Saved entries:
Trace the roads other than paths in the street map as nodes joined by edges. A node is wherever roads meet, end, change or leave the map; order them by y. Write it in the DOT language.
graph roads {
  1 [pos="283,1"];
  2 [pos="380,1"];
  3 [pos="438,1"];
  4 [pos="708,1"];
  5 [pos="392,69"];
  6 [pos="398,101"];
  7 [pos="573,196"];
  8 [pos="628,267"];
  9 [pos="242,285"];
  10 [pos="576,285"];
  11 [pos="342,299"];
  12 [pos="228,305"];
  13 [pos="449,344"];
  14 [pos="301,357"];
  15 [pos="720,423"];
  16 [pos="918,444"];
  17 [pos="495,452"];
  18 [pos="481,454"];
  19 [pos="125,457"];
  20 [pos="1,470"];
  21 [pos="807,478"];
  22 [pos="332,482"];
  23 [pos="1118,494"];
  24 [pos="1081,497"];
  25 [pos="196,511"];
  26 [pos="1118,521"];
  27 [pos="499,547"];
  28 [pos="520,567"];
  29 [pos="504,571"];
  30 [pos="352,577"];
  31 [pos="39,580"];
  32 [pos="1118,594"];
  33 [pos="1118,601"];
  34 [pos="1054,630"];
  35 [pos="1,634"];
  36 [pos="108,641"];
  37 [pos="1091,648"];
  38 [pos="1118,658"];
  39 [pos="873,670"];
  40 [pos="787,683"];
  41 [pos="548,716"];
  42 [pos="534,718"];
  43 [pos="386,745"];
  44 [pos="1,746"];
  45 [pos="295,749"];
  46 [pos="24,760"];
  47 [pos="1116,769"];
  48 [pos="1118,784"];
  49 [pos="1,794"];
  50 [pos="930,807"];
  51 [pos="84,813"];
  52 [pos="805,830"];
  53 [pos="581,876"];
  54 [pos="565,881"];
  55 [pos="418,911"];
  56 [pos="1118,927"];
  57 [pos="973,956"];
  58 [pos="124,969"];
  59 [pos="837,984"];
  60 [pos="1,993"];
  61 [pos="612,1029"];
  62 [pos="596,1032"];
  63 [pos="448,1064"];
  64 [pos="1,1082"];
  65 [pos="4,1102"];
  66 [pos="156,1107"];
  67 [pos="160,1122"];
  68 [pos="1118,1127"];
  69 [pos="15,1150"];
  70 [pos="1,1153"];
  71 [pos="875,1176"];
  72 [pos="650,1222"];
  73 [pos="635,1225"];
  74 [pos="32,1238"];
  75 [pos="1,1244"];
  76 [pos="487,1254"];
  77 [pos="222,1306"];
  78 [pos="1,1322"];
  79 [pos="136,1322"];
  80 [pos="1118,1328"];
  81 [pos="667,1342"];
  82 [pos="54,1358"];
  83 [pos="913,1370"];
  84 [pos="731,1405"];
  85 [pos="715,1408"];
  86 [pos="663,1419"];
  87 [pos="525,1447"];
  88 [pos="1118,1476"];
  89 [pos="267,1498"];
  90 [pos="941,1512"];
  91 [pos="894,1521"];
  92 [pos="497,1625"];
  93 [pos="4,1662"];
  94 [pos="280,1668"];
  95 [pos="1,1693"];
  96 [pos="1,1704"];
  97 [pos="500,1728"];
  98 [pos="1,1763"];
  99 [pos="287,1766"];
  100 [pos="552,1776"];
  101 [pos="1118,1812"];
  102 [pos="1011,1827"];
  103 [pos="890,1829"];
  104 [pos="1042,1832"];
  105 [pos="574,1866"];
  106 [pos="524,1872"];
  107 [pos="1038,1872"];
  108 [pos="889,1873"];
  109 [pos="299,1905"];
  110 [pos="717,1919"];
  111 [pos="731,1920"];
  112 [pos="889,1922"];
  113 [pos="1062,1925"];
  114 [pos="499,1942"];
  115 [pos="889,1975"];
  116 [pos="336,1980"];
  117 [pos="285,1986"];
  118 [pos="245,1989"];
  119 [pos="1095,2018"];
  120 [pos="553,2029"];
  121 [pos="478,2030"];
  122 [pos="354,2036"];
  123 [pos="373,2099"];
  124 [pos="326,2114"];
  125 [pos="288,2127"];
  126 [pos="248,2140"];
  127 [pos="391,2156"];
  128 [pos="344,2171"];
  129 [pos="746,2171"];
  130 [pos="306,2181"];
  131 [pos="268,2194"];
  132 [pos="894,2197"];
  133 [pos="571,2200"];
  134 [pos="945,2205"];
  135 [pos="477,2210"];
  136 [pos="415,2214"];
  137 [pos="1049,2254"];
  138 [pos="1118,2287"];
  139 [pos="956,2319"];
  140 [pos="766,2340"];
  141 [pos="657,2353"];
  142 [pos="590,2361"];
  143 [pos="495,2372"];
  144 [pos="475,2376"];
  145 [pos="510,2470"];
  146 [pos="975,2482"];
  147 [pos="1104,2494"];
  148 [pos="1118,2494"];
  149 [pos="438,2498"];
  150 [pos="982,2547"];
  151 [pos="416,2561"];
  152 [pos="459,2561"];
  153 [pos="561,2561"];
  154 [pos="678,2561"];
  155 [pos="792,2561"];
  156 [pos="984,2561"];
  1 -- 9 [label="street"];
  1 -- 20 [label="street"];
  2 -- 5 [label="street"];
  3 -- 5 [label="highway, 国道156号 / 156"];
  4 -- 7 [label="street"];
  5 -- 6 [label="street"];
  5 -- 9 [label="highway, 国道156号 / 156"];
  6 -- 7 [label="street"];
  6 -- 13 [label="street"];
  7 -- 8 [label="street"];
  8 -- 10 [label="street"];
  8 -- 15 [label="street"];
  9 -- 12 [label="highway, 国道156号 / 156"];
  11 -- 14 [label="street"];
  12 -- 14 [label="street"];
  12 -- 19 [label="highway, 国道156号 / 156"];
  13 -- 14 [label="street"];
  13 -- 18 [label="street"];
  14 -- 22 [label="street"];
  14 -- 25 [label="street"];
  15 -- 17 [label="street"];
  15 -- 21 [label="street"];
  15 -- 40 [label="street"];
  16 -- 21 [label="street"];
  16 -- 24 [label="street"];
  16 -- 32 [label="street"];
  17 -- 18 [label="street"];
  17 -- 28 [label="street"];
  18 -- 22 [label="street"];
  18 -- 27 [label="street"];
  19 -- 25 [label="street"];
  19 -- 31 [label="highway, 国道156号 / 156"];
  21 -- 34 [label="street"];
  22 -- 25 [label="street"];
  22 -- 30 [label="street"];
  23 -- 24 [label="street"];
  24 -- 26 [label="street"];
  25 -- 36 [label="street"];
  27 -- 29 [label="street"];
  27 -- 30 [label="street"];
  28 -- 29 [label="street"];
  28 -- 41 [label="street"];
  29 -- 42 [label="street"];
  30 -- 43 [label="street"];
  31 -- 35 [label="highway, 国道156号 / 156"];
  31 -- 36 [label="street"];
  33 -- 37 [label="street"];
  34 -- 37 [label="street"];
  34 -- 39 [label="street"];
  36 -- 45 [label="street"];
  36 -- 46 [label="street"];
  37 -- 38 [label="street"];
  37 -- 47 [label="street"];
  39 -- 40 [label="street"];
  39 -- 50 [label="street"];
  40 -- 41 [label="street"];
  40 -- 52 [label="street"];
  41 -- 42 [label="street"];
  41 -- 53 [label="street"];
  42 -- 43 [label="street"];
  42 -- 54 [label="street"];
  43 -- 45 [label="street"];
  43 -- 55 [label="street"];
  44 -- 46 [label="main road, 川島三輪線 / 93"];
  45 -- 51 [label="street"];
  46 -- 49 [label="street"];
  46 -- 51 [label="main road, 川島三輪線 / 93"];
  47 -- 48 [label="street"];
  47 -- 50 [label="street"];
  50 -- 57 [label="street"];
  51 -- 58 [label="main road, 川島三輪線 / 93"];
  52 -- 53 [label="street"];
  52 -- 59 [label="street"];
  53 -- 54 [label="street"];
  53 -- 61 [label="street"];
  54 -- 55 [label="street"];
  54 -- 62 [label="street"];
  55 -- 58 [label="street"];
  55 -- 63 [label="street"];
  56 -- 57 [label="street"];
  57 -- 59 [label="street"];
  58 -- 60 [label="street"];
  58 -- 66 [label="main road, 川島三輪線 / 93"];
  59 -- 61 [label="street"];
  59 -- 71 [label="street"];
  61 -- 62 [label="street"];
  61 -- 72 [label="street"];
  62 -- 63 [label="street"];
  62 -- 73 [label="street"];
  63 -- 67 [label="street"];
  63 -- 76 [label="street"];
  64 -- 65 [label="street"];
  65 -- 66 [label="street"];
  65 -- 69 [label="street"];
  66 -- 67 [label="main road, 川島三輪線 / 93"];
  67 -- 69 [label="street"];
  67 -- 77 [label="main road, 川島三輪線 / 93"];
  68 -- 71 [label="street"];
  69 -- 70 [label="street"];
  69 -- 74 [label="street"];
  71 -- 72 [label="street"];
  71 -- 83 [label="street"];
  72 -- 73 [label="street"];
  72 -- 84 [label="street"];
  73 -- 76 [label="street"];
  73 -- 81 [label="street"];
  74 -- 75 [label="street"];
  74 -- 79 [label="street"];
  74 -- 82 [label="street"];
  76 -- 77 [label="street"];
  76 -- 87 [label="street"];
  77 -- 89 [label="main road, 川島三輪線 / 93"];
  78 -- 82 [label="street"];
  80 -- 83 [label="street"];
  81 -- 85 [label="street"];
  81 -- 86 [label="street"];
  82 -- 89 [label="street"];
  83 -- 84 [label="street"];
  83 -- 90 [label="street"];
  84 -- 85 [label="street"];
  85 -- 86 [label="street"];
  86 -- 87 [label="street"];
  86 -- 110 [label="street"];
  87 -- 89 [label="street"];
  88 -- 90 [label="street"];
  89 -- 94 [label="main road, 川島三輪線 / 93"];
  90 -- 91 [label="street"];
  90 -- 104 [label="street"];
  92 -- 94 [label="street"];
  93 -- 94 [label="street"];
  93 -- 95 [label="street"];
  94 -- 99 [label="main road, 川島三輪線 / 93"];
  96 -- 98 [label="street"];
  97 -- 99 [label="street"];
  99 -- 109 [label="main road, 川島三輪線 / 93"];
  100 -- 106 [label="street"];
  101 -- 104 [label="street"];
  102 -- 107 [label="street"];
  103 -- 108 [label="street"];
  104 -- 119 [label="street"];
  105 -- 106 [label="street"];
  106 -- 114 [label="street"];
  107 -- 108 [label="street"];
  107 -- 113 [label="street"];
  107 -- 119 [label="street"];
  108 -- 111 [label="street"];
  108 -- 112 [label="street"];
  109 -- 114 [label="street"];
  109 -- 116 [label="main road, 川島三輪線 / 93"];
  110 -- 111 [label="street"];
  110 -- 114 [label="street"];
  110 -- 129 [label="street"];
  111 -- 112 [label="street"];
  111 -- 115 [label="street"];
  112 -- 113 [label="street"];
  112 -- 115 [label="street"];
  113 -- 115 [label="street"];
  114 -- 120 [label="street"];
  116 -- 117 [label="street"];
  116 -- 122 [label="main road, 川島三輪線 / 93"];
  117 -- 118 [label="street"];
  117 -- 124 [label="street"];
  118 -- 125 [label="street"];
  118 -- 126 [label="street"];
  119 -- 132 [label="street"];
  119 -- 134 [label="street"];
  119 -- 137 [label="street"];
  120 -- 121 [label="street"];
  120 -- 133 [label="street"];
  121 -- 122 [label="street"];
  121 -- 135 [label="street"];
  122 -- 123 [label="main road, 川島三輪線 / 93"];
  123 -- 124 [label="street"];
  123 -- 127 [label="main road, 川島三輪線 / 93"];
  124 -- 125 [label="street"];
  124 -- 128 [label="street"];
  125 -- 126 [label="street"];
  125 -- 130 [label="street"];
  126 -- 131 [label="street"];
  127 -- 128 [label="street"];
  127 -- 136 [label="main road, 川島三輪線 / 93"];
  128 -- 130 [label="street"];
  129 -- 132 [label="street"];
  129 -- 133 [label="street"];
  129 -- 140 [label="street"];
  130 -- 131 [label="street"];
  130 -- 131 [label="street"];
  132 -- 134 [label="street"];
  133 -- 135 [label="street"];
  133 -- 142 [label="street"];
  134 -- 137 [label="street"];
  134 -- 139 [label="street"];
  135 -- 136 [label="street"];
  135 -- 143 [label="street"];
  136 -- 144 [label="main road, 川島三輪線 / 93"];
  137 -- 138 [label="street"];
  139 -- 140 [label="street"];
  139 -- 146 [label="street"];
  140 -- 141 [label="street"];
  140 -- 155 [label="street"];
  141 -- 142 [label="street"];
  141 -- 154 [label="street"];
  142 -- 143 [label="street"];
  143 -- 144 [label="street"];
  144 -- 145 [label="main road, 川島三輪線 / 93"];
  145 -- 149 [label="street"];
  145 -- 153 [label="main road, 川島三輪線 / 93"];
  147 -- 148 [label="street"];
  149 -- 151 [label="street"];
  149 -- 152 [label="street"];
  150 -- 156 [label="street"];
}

=== ACTION ITEM ===
Which of the lines above hold the string "roads"? Pick each of them out.

=== EXERCISE SOLUTION ===
Trace the roads other than paths in the street map as nodes joined by edges. A node is wherever roads meet, end, change or leave the map; order them by y. Write it in the DOT language.
graph roads {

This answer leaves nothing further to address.